Watching Ridley Scott’s new movie The Martian feels like grinding up and smoking the brain of Elon Musk. Not only is The Martian the kind of rousing, can-do adventure movie it seemed Hollywood didn’t really make anymore, The Martian is also a tribute to human ingenuity, cooperation, and scientific positivity. You’ll believe it when The Martian says the world can be made better through science.
'The Martian' Movie Review
The Martian opens on just another day on Mars, as the Ares 3 mission team collects soil samples, runs routine maintenance, and banters with the ease of old roommates. Then a storm hits, bad things happen, and astronaut Mark Watney (Matt Damon) is left for dead on the martian surface.
What follows is a tense multi-year quest for survival, as Watney sciences the shit out of every resource at his disposal. The Martian plays the early game with tense intelligence, sticking with Watney for the first 50 or so days of his isolation, investing early in his despair and attempts to set up survival systems.
'The Martian' Movie Trailer
The Martian wisely embraces the technical detail of Andy Weir’s novel, diving deep into calorie counts, farming, and the dangerous chemistry required for Watney to set up his miniature water factory. Ridley Scott and Drew Goddard’s script keeps the tension high, presenting each new challenge as fundamentally insurmountable. Multiple sequences in The Martian had me digging nails into my palm, even if everything about movies assures you that Watney will find a brilliant way out of each bind.
While the appeal of Matt Damon, space Crusoe, is obvious, The Martian manages to keep up the breakneck pace and soaring science shivers even when we return to Earth and the action largely moves to NASA boardrooms.
The space agency of The Martian is a flattering and muscular vision of one possible future. there are conflicting agendas here, with NASA PR rep Kristen Wiig and NASA director Jeff Daniels serving as The Martian’s nominal antagonists, which basically means they have completely reasonable reasons for not wanting to risk more lives in dangerous rescue efforts. The Earth-based stuff in The Martian seems like the most likely place for this adaptation to fall flat, but instead becomes the idealistic heart of the movie, as people distant from Watney’s isolation combine all of the best human minds to bring home (except Daniel Glover, he sucks).
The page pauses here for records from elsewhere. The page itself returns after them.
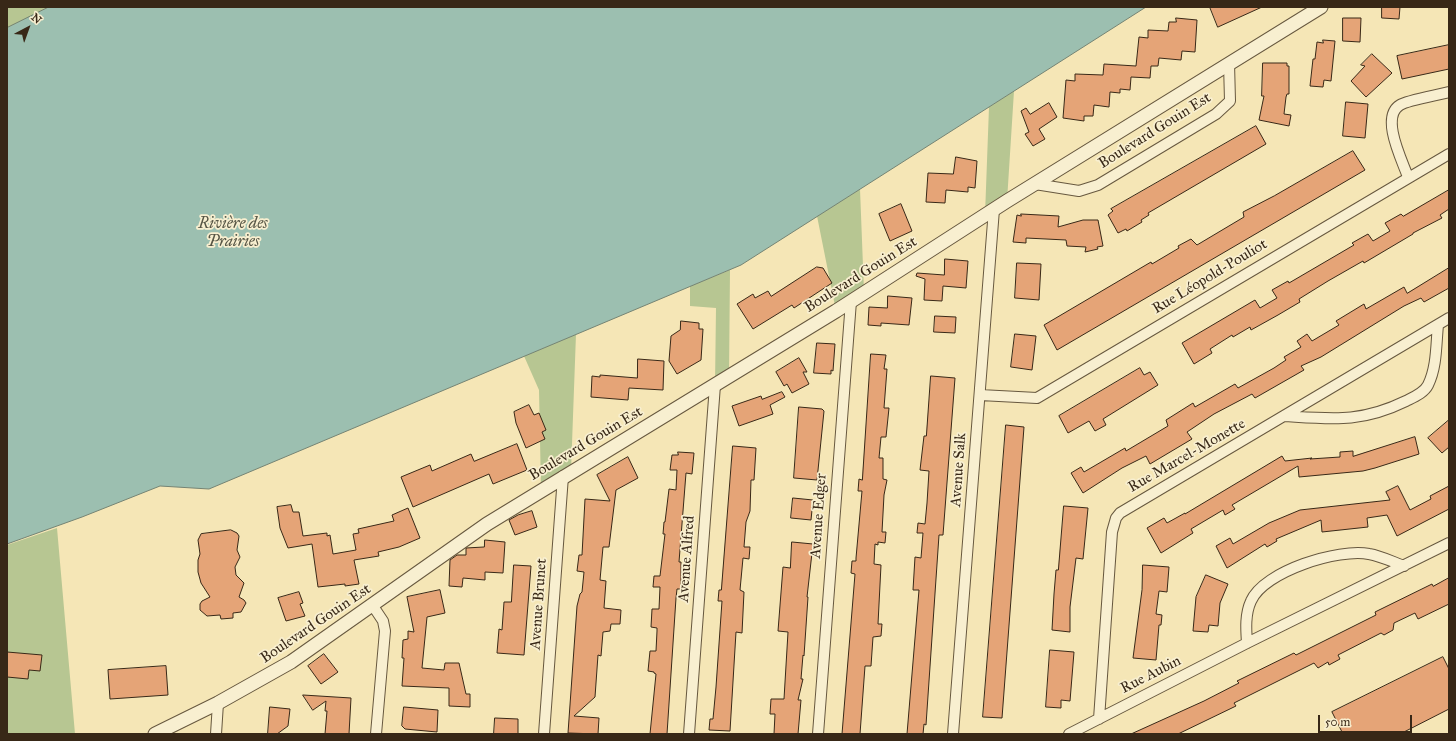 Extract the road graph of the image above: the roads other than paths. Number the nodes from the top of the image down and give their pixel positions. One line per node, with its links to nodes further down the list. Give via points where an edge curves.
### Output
1 (1321, 7): 2 (street, Boulevard Gouin Est)
2 (1230, 63): 6 (street, Boulevard Gouin Est); 6 (street, Boulevard Gouin Est, via 1230,101 1216,114 1098,185 1079,191)
3 (1449, 92): 5 (street, via 1400,105 1392,114 1391,126)
4 (1449, 154): 5 (street, Rue Léopold-Pouliot)
5 (1408, 177): 12 (street, Rue Léopold-Pouliot, via 1037,398)
6 (1035, 184): 7 (street, Boulevard Gouin Est)
7 (994, 209): 8 (street, Boulevard Gouin Est); 12 (street, Avenue Salk)
8 (851, 301): 11 (street, Boulevard Gouin Est); 26 (street, Avenue Edger)
9 (1449, 318): 10 (street, Rue Marcel-Monette)
10 (1438, 325): 13 (street, Rue Marcel-Monette); 13 (street, via 1430,380 1416,396 1376,414 1360,417 1344,419)
11 (715, 385): 14 (street, Boulevard Gouin Est); 25 (street, Avenue Alfred)
12 (980, 395): 27 (street, Avenue Salk)
13 (1284, 416): 20 (street, Rue Marcel-Monette, via 1126,509 1116,518 1112,532)
14 (563, 476): 17 (street, Boulevard Gouin Est, via 487,524); 24 (street, Avenue Brunet)
15 (1449, 543): 16 (street, Rue Aubin)
16 (1404, 566): 18 (street, Rue Aubin); 18 (street, via 1369,554 1323,558 1296,566 1254,595 1247,616)
17 (373, 606): 19 (street, Boulevard Gouin Est, via 291,662); 23 (street, via 383,621 385,631)
18 (1247, 643): 20 (street, Rue Aubin)
19 (218, 703): 21 (street, Boulevard Gouin Est); 22 (street)
20 (1099, 719): 28 (street, Rue Aubin)
21 (155, 734)
22 (216, 734)
23 (376, 734)
24 (544, 734)
25 (689, 734)
26 (818, 734)
27 (953, 734)
28 (1069, 734) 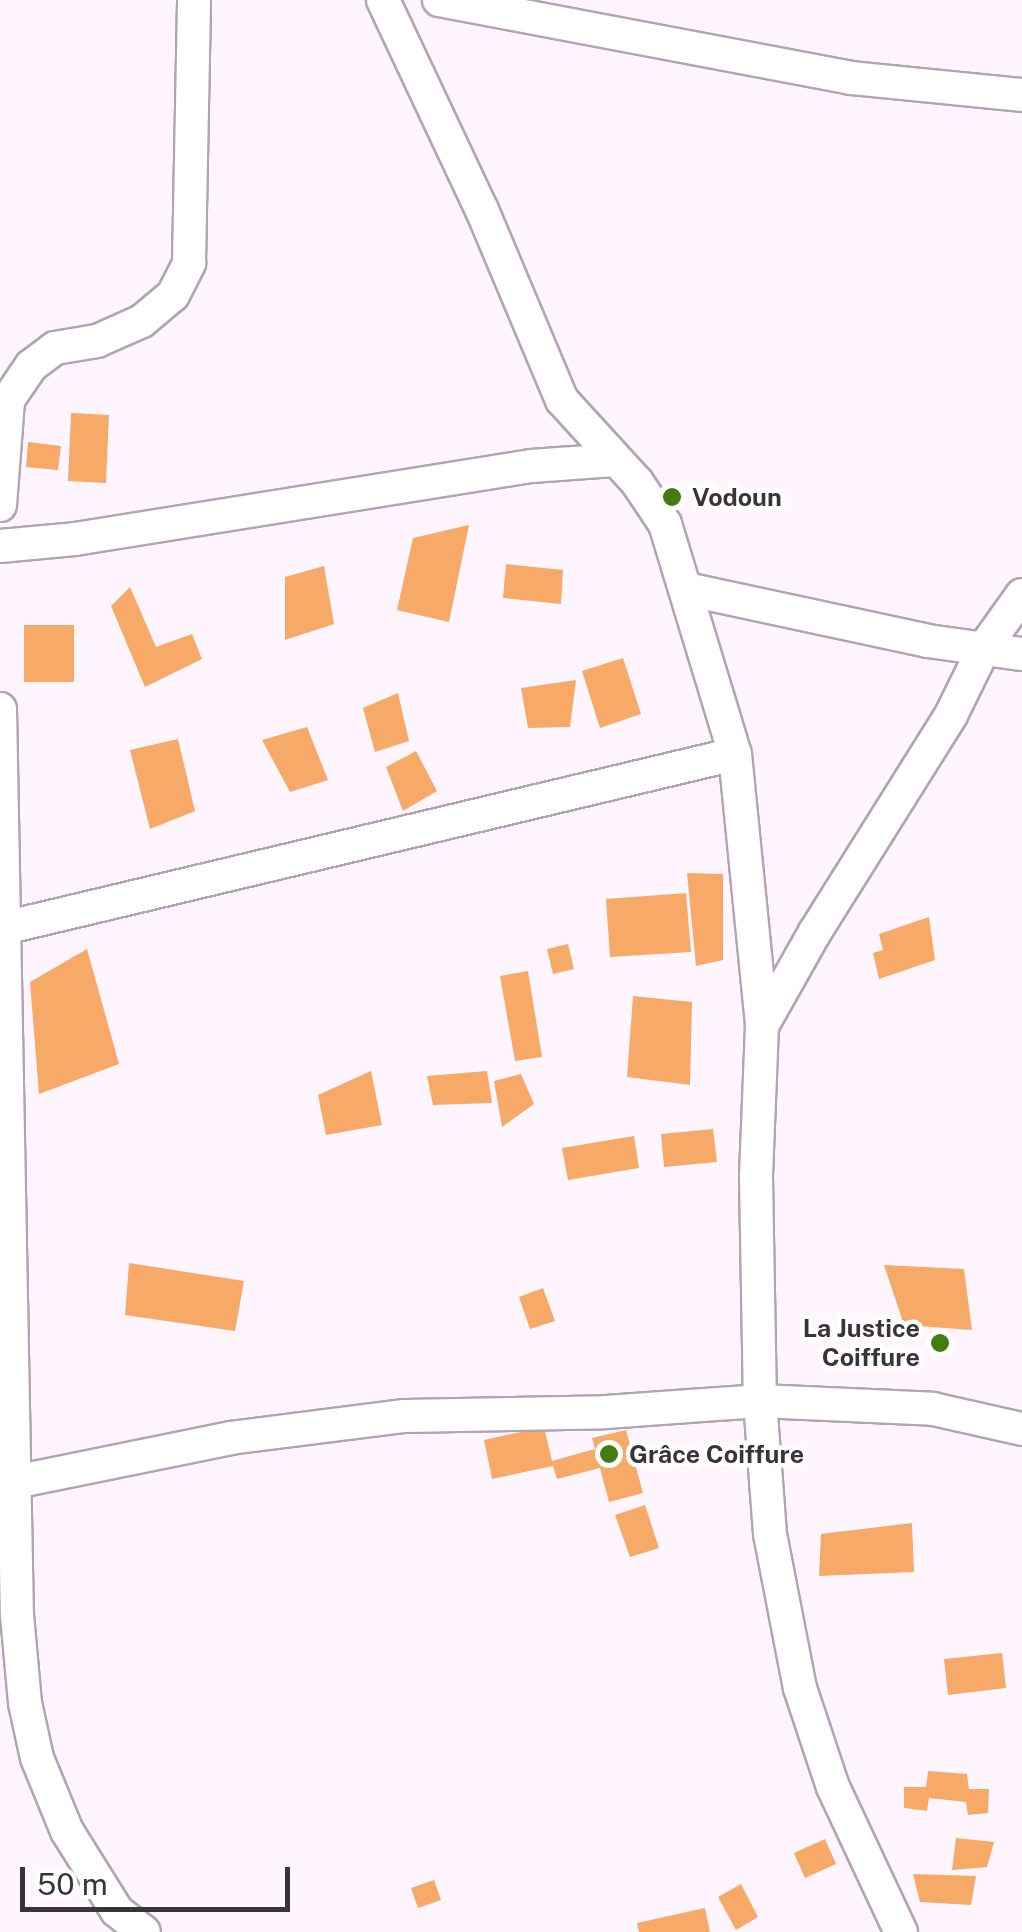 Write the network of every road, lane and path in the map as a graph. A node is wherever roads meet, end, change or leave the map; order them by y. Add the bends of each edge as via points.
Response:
1 (194, 0) edge
2 (383, 0) edge
3 (439, 0) edge
4 (1022, 95) edge
5 (615, 460) junction
6 (0, 505) edge
7 (0, 546) edge
8 (686, 589) junction
9 (1022, 595) edge
10 (984, 648) junction
11 (1022, 654) edge
12 (0, 709) edge
13 (735, 754) junction
14 (4, 928) junction
15 (762, 1026) junction
16 (760, 1401) junction
17 (1022, 1429) edge
18 (7, 1484) edge
19 (144, 1932) edge
20 (900, 1932) edge

1 - 6 street via 189,262 174,295 142,322 97,341 55,348 30,366 8,400
2 - 5 street via 562,400
3 - 4 street via 851,78
5 - 7 street via 531,466
5 - 8 street via 665,524
8 - 10 street
8 - 13 street
9 - 10 street
10 - 11 street
10 - 15 street via 951,715
12 - 14 street
13 - 14 street
13 - 15 street
14 - 18 street
15 - 16 street via 756,1177
16 - 17 street via 933,1409
16 - 18 street via 406,1416 230,1438
16 - 20 street via 770,1534 800,1688 833,1787
18 - 19 street via 25,1702 37,1758 68,1830 116,1911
The third heat in The Martian is Mark Watney’s fellow mission members, who make a fateful decision that could doom or save Watney’s life. Here then is the moral center of The Martian, as astronauts at the top of their game deliberate whether or not to risk themselves for another person. It’s strikingly effective in conveying the human stakes on the line.
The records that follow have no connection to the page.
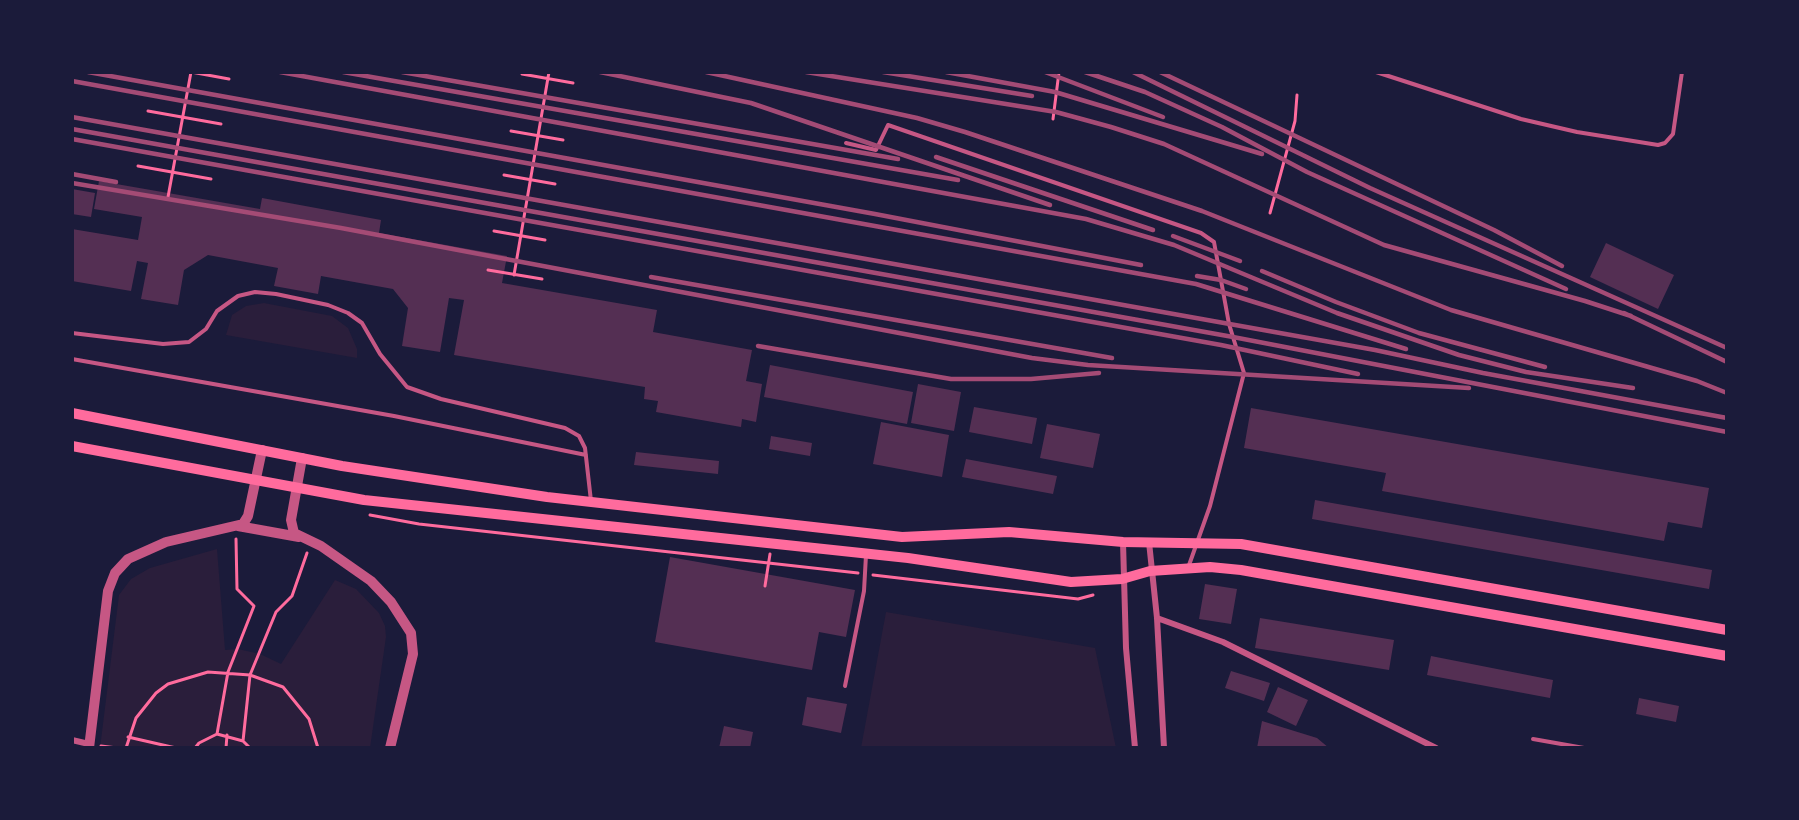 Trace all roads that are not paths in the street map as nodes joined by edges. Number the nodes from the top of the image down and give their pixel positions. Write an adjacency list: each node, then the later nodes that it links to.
1 (1376, 72): 2 (lane)
2 (1682, 72)
3 (846, 143): 18 (lane)
4 (72, 333): 9 (lane)
5 (72, 359): 9 (lane)
6 (72, 413): 8 (main road)
7 (72, 446): 11 (main road)
8 (262, 450): 10 (main road); 11 (street)
9 (586, 455): 13 (lane)
10 (302, 458): 12 (street); 13 (main road)
11 (256, 480): 12 (main road); 14 (street)
12 (297, 487): 15 (street); 19 (main road)
13 (591, 501): 16 (main road)
14 (238, 526): 15 (street); 29 (street)
15 (304, 539): 30 (street)
16 (1123, 542): 17 (main road); 22 (street)
17 (1149, 543): 18 (main road); 21 (street)
18 (1198, 543): 20 (lane); 24 (main road)
19 (866, 555): 22 (main road); 26 (lane)
20 (1188, 569): 21 (main road); 25 (main road)
21 (1150, 571): 22 (main road); 23 (street)
22 (1122, 579): 31 (street)
23 (1157, 618): 32 (street); 33 (street)
24 (1727, 630)
25 (1727, 656)
26 (845, 686)
27 (1533, 739): 34 (lane)
28 (72, 740): 29 (street)
29 (89, 746)
30 (390, 748)
31 (1135, 748)
32 (1164, 748)
33 (1436, 748)
34 (1584, 748)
The Martian succeeds as both a thriller and science fiction by staying relentlessly grounded and focused. The Mars mission of The Martian is perfectly tuned to feel both possible and speculative. Upon first seeing the Hermes spacecraft that brought humans to Mars for the Ares missions I squirted out hot tears. Here’s a vision of the future that looks in keeping with both 2001: A Space Odyssey and old episodes of Nova. We can do this, you’ll think. Mars is not so far off and not so unattainable as our current economic malaise would lead us to think.
We can do this.
And that’s what’s so fantastic about The Martian.
The Martian is the paean to scientific progress and optimism that Tomorrowland was trying to be earlier this year. It’s the sci-fi movie you wanted Interstellar to be. The Martian is prestige space drama of the highest order, something we haven’t seen in theaters since at least Apollo 13 (though on first pass I prefer The Martian).
The Martian will convince you that humans are worthy of space and that human minds will one day overcome all our petty bullshit and finally overcome the chains that keep us a one-world species.